(DATA FOR ANALYSIS Opens)

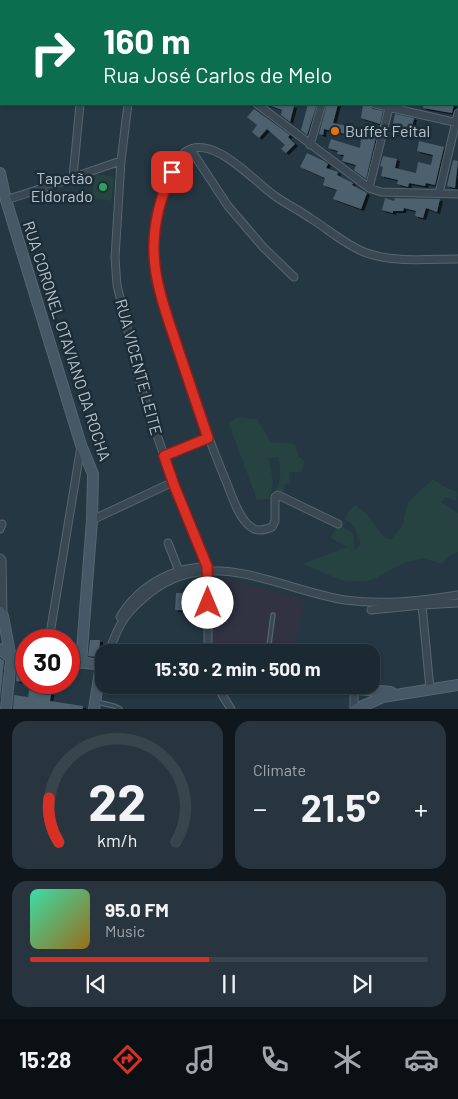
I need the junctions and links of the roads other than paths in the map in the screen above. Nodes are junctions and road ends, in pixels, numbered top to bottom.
1 (80, 105) edge
2 (128, 105) edge
3 (258, 105) edge
4 (322, 105) edge
5 (390, 106) edge
6 (458, 113) edge
7 (457, 123) edge
8 (310, 145) junction
9 (191, 150) junction
10 (121, 161) junction
11 (0, 173) edge
12 (73, 177) junction
13 (369, 188) junction
14 (2, 190) edge
15 (438, 194) junction
16 (458, 194) edge
17 (6, 200) junction
18 (458, 259) edge
19 (294, 277) dead end
20 (208, 438) junction
21 (81, 445) junction
22 (164, 456) junction
23 (173, 482) junction
24 (92, 520) junction
25 (338, 524) dead end
26 (168, 543) dead end
27 (0, 558) edge
28 (207, 568) junction
29 (179, 571) junction
30 (458, 595) edge
31 (421, 602) junction
32 (458, 602) edge
33 (371, 610) dead end
34 (2, 614) edge
35 (274, 615) dead end
36 (51, 629) edge
37 (111, 644) edge
38 (112, 644) edge
39 (208, 644) edge
40 (269, 644) edge
41 (2, 645) edge
42 (15, 660) edge
43 (10, 661) junction
44 (80, 663) joint
45 (95, 664) edge
46 (458, 685) edge
47 (430, 689) junction
48 (380, 692) edge
49 (222, 694) edge
50 (354, 694) edge
51 (403, 694) junction
52 (94, 706) edge
53 (6, 709) edge
54 (120, 709) edge
55 (231, 709) edge
56 (355, 709) edge

1 - 12 street
2 - 10 street, RUA VICENTE LEITE
3 - 8 street
4 - 8 street
5 - 7 street
5 - 13 street
6 - 7 street
7 - 15 street
8 - 13 street
9 - 18 street
9 - 19 street
9 - 20 street
10 - 12 street
10 - 22 street, RUA VICENTE LEITE
11 - 14 street, RUA CORONEL OTAVIANO DA ROCHA
12 - 17 street
13 - 15 street
14 - 17 street, RUA CORONEL OTAVIANO DA ROCHA
15 - 16 street
17 - 21 street, RUA CORONEL OTAVIANO DA ROCHA
20 - 22 street
20 - 25 street
21 - 24 street, RUA CORONEL OTAVIANO DA ROCHA
21 - 36 street
22 - 23 street, RUA VICENTE LEITE
23 - 24 street
23 - 28 street, RUA VICENTE LEITE
24 - 44 street, RUA CORONEL OTAVIANO DA ROCHA
26 - 29 street
27 - 34 street
28 - 29 street
28 - 31 street
28 - 38 street
28 - 39 street, RUA VICENTE LEITE
29 - 37 street
30 - 31 street
31 - 32 street
31 - 33 street
31 - 47 street
34 - 41 street
35 - 40 lane
41 - 43 street
42 - 43 street
43 - 53 street
44 - 45 street
46 - 47 street
47 - 51 street
48 - 51 street
49 - 55 street
50 - 56 street
51 - 56 street
52 - 54 lane

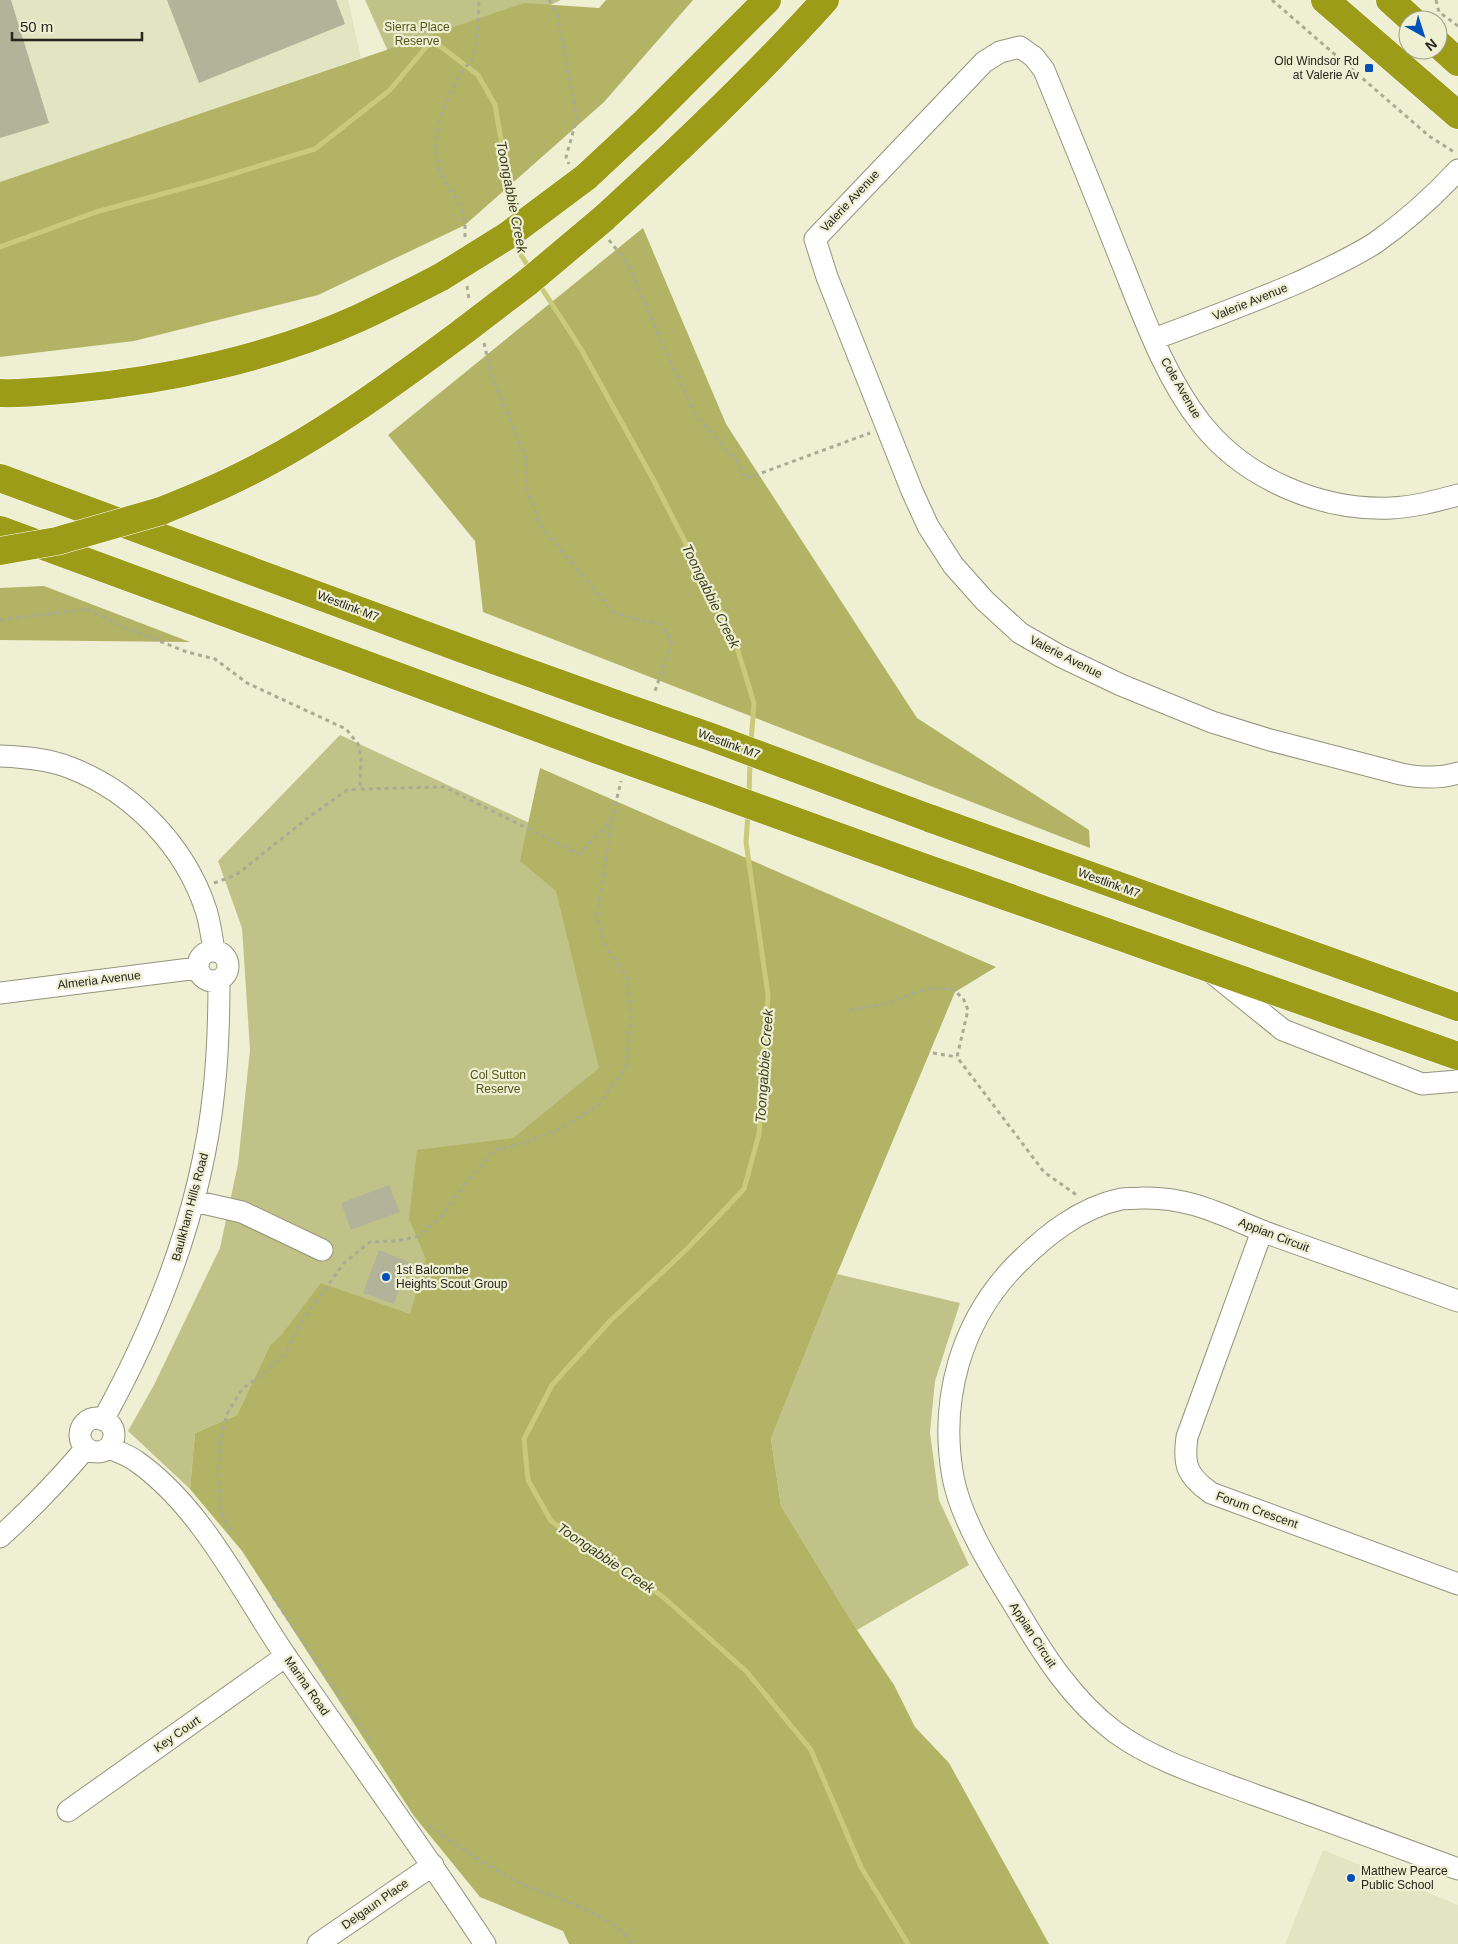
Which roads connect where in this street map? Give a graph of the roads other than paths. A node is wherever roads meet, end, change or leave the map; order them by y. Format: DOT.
graph roads {
  1 [pos="768,0"];
  2 [pos="825,0"];
  3 [pos="1326,0"];
  4 [pos="1390,0"];
  5 [pos="1401,10"];
  6 [pos="1448,53"];
  7 [pos="1458,62"];
  8 [pos="1458,115"];
  9 [pos="1456,161"];
  10 [pos="1154,339"];
  11 [pos="0,393"];
  12 [pos="0,478"];
  13 [pos="1458,495"];
  14 [pos="0,530"];
  15 [pos="0,551"];
  16 [pos="0,756"];
  17 [pos="1458,773"];
  18 [pos="214,951"];
  19 [pos="1206,967"];
  20 [pos="198,968"];
  21 [pos="219,980"];
  22 [pos="0,993"];
  23 [pos="1458,1007"];
  24 [pos="1458,1056"];
  25 [pos="1458,1081"];
  26 [pos="194,1201"];
  27 [pos="1262,1231"];
  28 [pos="322,1250"];
  29 [pos="1458,1301"];
  30 [pos="103,1420"];
  31 [pos="86,1448"];
  32 [pos="109,1448"];
  33 [pos="0,1537"];
  34 [pos="1458,1584"];
  35 [pos="286,1656"];
  36 [pos="68,1811"];
  37 [pos="433,1864"];
  38 [pos="1458,1869"];
  39 [pos="318,1944"];
  40 [pos="485,1944"];
  1 -- 11 [label="highway, bridge"];
  2 -- 15 [label="highway, bridge"];
  3 -- 8 [label="highway"];
  4 -- 5 [label="highway"];
  6 -- 7 [label="highway"];
  9 -- 10 [label="street, Valerie Avenue"];
  10 -- 13 [label="street, Cole Avenue"];
  10 -- 17 [label="street, Valerie Avenue"];
  12 -- 23 [label="highway, Westlink M7, bridge"];
  14 -- 19 [label="highway, bridge"];
  16 -- 18 [label="street"];
  18 -- 20 [label="street"];
  18 -- 21 [label="street"];
  19 -- 24 [label="highway"];
  19 -- 25 [label="street"];
  20 -- 21 [label="street"];
  20 -- 22 [label="street, Almeria Avenue"];
  21 -- 26 [label="street, Baulkham Hills Road"];
  26 -- 28 [label="street"];
  26 -- 30 [label="street, Baulkham Hills Road"];
  27 -- 29 [label="street, Appian Circuit"];
  27 -- 34 [label="street, Forum Crescent"];
  27 -- 38 [label="street, Appian Circuit"];
  30 -- 31 [label="street"];
  30 -- 32 [label="street"];
  31 -- 32 [label="street"];
  31 -- 33 [label="street"];
  32 -- 35 [label="street, Marina Road"];
  35 -- 36 [label="street, Key Court"];
  35 -- 37 [label="street, Marina Road"];
  37 -- 39 [label="street, Delgaun Place"];
  37 -- 40 [label="street, Marina Road"];
}
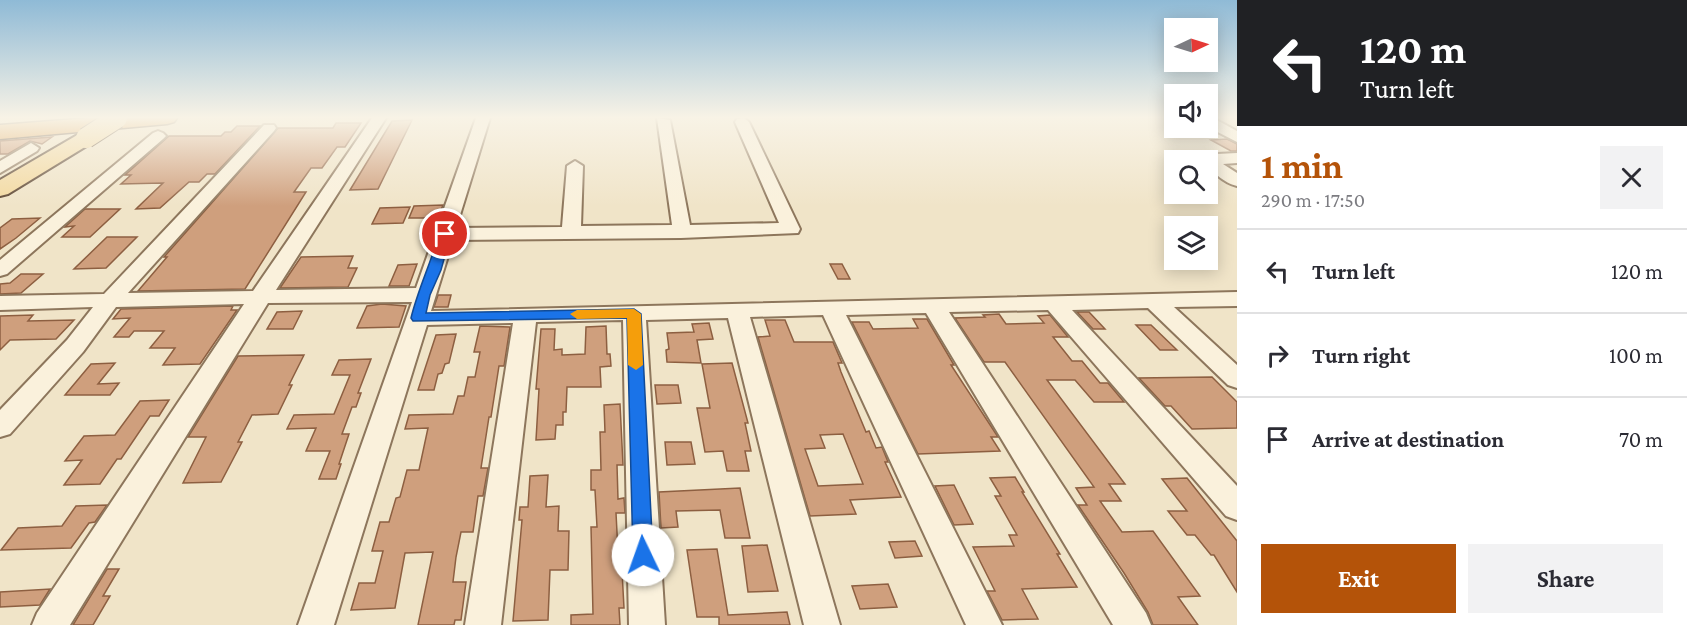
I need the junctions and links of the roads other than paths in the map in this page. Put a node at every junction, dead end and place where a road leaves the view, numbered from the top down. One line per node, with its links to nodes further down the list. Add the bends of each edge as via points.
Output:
1 (71, 147): 13 (main road, bridge)
2 (139, 147): 17 (street)
3 (251, 147): 19 (street)
4 (359, 147): 18 (street)
5 (473, 147): 15 (street)
6 (668, 147): 14 (street)
7 (753, 147): 14 (street, via 791,230)
8 (0, 155): 11 (street, via 25,152)
9 (1237, 158): 12 (street, via 1213,162)
10 (575, 166): 16 (street)
11 (0, 168)
12 (1237, 181)
13 (0, 189)
14 (681, 232): 16 (street)
15 (445, 234): 16 (street); 24 (street)
16 (571, 234)
17 (0, 270)
18 (261, 297): 19 (street); 24 (street); 33 (street)
19 (111, 299): 23 (street); 31 (street, via 75,346)
20 (1237, 299): 21 (street)
21 (1153, 300): 22 (street); 30 (street)
22 (1053, 302): 25 (street); 32 (street)
23 (0, 303)
24 (421, 307): 29 (street); 34 (street)
25 (934, 307): 26 (street); 39 (street)
26 (831, 308): 27 (street); 38 (street)
27 (736, 311): 28 (street); 37 (street)
28 (634, 314): 29 (street); 36 (street)
29 (526, 315): 35 (street)
30 (1237, 379)
31 (0, 427)
32 (1237, 507)
33 (50, 625)
34 (316, 625)
35 (483, 625)
36 (647, 625)
37 (822, 625)
38 (984, 625)
39 (1133, 625)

(DATA FOR ANALYSIS Closes)

▶ **AIM OF THE EXERCISE**: Please copy exactly, and only, the lines running from the one containing "as via points." through the end of the listing.

▶ **RESPONSE AREA**:
I need the junctions and links of the roads other than paths in the map in this page. Put a node at every junction, dead end and place where a road leaves the view, numbered from the top down. One line per node, with its links to nodes further down the list. Add the bends of each edge as via points.
Output:
1 (71, 147): 13 (main road, bridge)
2 (139, 147): 17 (street)
3 (251, 147): 19 (street)
4 (359, 147): 18 (street)
5 (473, 147): 15 (street)
6 (668, 147): 14 (street)
7 (753, 147): 14 (street, via 791,230)
8 (0, 155): 11 (street, via 25,152)
9 (1237, 158): 12 (street, via 1213,162)
10 (575, 166): 16 (street)
11 (0, 168)
12 (1237, 181)
13 (0, 189)
14 (681, 232): 16 (street)
15 (445, 234): 16 (street); 24 (street)
16 (571, 234)
17 (0, 270)
18 (261, 297): 19 (street); 24 (street); 33 (street)
19 (111, 299): 23 (street); 31 (street, via 75,346)
20 (1237, 299): 21 (street)
21 (1153, 300): 22 (street); 30 (street)
22 (1053, 302): 25 (street); 32 (street)
23 (0, 303)
24 (421, 307): 29 (street); 34 (street)
25 (934, 307): 26 (street); 39 (street)
26 (831, 308): 27 (street); 38 (street)
27 (736, 311): 28 (street); 37 (street)
28 (634, 314): 29 (street); 36 (street)
29 (526, 315): 35 (street)
30 (1237, 379)
31 (0, 427)
32 (1237, 507)
33 (50, 625)
34 (316, 625)
35 (483, 625)
36 (647, 625)
37 (822, 625)
38 (984, 625)
39 (1133, 625)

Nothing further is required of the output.